Here's one way to fix it (replaces the ReferenceEquals calls at the top of the method):

bool aIsNull = object.ReferenceEquals(a, null);
bool bIsNull = object.ReferenceEquals(b, null);

if (aIsNull || bIsNull)
{
    return aIsNull && bIsNull;
}

I'm sure there are more elegant ways, but this one works and is readable.

Thanks again for the great classes!

JohannesMP commented Jun 24, 2017

Even with kmeboe's fix, this still breaks:

var a = Tuple<string, string>("1", null);
var b = Tuple<string, string>("1", null);
Debug.Log(a == b); // NullReferenceException

My first pass at a solution that fixes all null cases was this:

public static bool operator ==(Tuple<T1, T2> a, Tuple<T1, T2> b)
{
    // Handle a or b being null
    bool bIsNull = ReferenceEquals(b, null);
    // a is null, equality depends on b being null
    if (ReferenceEquals(a, null))
        return bIsNull;
    // a NOT null, b is null, so NOT EQUAL
    else if (bIsNull)
        return false;

    // a.1 is null.
    if (ReferenceEquals(a.item1, null))
    {
        // We only know NOT EQUAL if b.1 is not null
        if (!ReferenceEquals(b.item1, null))
            return false;
    }
    // a.1 is not null, so NOT EQUAL if a.1 != b.1
    else if (!a.item1.Equals(b.item1))
        return false;

    // a.2 is null.
    if (ReferenceEquals(a.item2, null))
    {
        // We only know NOT EQUAL if b2 is not null
        if (!ReferenceEquals(b.item2, null))
            return false;
    }
    // a.2 is not null, so NOT EQUAL if a.2 != b.2
    else if (!a.item2.Equals(b.item2))
        return false;


    // Everything was equal
    return true;
}

However, if we can use object.Equals(obj a, obj b) then it can be simplified to just:

public static bool operator ==(Tuple<T1, T2> a, Tuple<T1, T2> b)
{
    // Handle a or b being null
    bool bIsNull = ReferenceEquals(b, null);
    // a is null, equaliy depends on b being null
    if (ReferenceEquals(a, null)) 
        return bIsNull;
    // a NOT null, b is null, so NOT EQUAL
    else if (bIsNull) 
        return false;

    // Handle Items
    return object.Equals(a.item1, b.item1) && object.Equals(a.item2, b.item2);
}

I'm unsure if there might be a reason we don't want to use object.Equals for the items.

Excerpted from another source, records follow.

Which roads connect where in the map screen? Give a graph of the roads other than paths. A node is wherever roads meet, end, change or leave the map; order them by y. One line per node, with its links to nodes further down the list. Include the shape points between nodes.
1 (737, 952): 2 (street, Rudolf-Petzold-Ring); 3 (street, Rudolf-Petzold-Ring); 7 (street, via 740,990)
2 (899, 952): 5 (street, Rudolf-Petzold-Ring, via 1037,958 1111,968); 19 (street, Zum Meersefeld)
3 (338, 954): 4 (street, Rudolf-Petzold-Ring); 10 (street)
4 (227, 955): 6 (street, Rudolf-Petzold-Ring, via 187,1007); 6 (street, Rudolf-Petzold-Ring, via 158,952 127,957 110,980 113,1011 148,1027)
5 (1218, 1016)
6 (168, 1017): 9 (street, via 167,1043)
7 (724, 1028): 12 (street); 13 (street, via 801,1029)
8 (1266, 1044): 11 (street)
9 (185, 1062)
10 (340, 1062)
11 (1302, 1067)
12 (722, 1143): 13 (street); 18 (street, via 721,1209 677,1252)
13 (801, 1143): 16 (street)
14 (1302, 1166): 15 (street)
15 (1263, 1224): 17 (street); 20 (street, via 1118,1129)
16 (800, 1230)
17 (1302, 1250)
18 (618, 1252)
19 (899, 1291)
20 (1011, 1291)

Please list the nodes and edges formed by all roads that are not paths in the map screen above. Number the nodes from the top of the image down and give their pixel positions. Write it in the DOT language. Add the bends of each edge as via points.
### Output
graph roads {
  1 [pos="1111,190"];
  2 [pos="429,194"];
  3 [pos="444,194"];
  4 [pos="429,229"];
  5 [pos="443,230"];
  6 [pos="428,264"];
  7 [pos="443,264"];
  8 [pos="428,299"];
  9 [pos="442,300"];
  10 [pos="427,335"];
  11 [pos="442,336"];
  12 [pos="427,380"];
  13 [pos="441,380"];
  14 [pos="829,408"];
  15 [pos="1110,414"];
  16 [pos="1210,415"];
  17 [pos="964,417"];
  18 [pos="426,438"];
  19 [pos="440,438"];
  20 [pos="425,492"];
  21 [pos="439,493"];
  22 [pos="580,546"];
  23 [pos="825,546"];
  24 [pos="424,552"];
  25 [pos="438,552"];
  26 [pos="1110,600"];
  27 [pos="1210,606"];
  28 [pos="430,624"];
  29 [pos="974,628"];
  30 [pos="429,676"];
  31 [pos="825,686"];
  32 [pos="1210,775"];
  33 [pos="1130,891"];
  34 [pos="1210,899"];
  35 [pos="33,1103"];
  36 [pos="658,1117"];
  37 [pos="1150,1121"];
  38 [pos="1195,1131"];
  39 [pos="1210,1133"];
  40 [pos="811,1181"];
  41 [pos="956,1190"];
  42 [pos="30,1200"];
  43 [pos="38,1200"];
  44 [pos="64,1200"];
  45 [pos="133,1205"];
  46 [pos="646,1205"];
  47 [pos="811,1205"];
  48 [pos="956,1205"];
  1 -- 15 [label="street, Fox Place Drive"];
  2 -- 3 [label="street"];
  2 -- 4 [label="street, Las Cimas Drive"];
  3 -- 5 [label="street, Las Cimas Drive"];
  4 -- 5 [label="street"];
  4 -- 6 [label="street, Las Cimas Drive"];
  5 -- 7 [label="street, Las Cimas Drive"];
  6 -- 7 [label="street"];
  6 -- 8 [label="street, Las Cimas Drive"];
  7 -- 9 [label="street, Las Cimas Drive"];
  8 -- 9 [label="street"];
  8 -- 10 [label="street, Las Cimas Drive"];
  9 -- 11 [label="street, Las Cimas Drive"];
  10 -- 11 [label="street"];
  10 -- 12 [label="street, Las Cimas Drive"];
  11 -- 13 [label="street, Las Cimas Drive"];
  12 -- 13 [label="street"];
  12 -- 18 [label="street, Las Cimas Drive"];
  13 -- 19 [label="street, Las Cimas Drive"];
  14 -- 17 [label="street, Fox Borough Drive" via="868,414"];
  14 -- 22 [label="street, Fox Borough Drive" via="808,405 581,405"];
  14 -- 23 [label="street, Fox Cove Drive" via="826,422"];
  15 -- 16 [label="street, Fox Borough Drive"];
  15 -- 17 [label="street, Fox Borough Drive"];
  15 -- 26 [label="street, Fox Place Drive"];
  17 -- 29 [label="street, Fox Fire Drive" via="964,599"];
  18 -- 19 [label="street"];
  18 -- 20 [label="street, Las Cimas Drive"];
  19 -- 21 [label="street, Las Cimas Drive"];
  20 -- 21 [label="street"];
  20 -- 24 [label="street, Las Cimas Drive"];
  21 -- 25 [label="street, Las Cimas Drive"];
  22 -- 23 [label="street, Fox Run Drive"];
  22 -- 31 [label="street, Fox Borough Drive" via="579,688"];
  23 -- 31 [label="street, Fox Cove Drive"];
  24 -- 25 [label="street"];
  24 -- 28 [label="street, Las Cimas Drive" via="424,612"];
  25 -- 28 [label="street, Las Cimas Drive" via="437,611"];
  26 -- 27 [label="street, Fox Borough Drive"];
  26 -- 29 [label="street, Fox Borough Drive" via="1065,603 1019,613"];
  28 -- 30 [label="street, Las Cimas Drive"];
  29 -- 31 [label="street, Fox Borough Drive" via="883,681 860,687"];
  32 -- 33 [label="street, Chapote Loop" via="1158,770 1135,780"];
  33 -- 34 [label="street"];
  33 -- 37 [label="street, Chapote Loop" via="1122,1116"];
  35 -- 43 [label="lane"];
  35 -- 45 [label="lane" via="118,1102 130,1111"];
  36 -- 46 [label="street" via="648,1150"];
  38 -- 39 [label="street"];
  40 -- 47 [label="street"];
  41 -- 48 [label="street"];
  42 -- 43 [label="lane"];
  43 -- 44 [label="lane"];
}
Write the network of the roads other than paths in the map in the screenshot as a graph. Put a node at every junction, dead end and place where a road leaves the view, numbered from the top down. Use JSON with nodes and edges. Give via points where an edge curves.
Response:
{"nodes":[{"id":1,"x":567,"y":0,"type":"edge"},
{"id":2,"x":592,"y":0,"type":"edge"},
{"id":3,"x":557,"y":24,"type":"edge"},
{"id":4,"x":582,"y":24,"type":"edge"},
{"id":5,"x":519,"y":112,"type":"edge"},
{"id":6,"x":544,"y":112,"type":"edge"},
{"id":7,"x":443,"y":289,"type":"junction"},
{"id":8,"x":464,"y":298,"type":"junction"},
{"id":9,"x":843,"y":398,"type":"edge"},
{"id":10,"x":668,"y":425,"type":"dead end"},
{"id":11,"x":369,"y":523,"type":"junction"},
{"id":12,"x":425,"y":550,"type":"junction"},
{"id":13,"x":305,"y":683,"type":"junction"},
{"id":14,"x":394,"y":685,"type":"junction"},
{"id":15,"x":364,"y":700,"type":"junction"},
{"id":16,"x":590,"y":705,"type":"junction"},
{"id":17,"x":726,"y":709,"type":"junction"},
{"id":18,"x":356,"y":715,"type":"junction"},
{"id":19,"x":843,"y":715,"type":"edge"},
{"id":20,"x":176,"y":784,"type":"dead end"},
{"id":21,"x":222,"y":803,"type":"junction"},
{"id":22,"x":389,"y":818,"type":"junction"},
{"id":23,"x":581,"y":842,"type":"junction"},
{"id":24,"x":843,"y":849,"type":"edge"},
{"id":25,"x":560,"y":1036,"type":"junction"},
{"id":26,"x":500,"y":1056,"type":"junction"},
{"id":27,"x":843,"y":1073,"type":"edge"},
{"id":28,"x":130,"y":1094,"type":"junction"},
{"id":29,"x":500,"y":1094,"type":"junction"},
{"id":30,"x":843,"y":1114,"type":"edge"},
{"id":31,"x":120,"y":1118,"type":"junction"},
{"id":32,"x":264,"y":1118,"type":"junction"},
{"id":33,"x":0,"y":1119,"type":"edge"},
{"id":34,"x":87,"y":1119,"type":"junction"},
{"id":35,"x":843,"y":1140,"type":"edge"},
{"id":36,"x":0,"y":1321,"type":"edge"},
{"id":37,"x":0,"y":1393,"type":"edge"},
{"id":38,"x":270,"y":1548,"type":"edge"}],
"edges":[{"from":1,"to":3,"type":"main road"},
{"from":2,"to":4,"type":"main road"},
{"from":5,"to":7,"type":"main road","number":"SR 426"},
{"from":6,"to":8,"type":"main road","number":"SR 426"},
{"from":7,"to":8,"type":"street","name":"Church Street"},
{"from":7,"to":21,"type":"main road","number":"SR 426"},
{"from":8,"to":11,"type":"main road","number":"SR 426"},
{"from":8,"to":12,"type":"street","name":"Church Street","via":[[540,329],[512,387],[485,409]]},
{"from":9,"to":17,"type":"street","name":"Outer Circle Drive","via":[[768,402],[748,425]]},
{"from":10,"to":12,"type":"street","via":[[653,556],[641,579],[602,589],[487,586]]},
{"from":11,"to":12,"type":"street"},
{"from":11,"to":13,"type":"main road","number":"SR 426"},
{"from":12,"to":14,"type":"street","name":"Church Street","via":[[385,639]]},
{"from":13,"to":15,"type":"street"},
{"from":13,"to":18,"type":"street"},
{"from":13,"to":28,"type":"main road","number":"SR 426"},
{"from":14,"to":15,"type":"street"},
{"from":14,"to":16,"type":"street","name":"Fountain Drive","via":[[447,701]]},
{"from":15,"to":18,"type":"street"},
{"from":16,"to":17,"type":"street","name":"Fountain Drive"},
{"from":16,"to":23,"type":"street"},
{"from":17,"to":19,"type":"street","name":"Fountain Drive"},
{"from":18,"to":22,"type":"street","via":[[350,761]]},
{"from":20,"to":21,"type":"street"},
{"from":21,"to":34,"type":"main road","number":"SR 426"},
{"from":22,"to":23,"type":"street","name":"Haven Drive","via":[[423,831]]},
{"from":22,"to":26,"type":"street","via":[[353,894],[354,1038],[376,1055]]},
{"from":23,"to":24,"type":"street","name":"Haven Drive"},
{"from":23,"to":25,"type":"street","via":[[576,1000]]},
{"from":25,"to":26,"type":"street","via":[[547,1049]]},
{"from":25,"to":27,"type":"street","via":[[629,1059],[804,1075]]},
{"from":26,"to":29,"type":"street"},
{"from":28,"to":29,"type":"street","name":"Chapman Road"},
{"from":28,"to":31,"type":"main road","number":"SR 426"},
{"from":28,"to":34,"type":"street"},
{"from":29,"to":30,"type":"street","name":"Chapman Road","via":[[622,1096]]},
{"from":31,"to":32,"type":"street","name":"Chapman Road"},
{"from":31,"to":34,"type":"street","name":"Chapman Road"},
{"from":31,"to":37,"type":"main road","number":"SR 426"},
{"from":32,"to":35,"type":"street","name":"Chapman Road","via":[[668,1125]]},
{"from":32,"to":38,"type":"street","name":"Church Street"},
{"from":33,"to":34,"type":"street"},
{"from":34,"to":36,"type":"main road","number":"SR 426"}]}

Thoughts?

In any case, I believe either of these solutions handle all null permutations. To verify for yourself, here is a simple test:

static void RunTest()
{
    Tuple<string, string>[] list =
    {
        new Tuple<string, string>("1", "2"),
        new Tuple<string, string>("1", null),
        new Tuple<string, string>(null, "2"),
        new Tuple<string, string>(null, null),
        null // just to make sure we are checking for null objects
    };

    foreach(var lhs in list)
    {
        // Check for same values, different object
        if(lhs != null)
        {
            DoCompare(lhs, Tuple.Create(lhs.Item1, lhs.Item2));
            DoCompare(Tuple.Create(lhs.Item1, lhs.Item2), lhs);
        }
        // Check all pairings
        foreach(var rhs in list)
            DoCompare(lhs, rhs);
    }
}

static void DoCompare(Tuple<string, string> lhs, Tuple<string, string> rhs)
{
    Debug.LogFormat("{0} == {1}  :  {2}",
        lhs == null ? "NULL" : lhs.ToString(),
        rhs == null ? "NULL" : rhs.ToString(),
        (lhs == rhs)
    );
}

It should be noted that this code can be simplified considerably if you don't expect your tuples to contain null values. I personally don't feel comfortable making that assumption.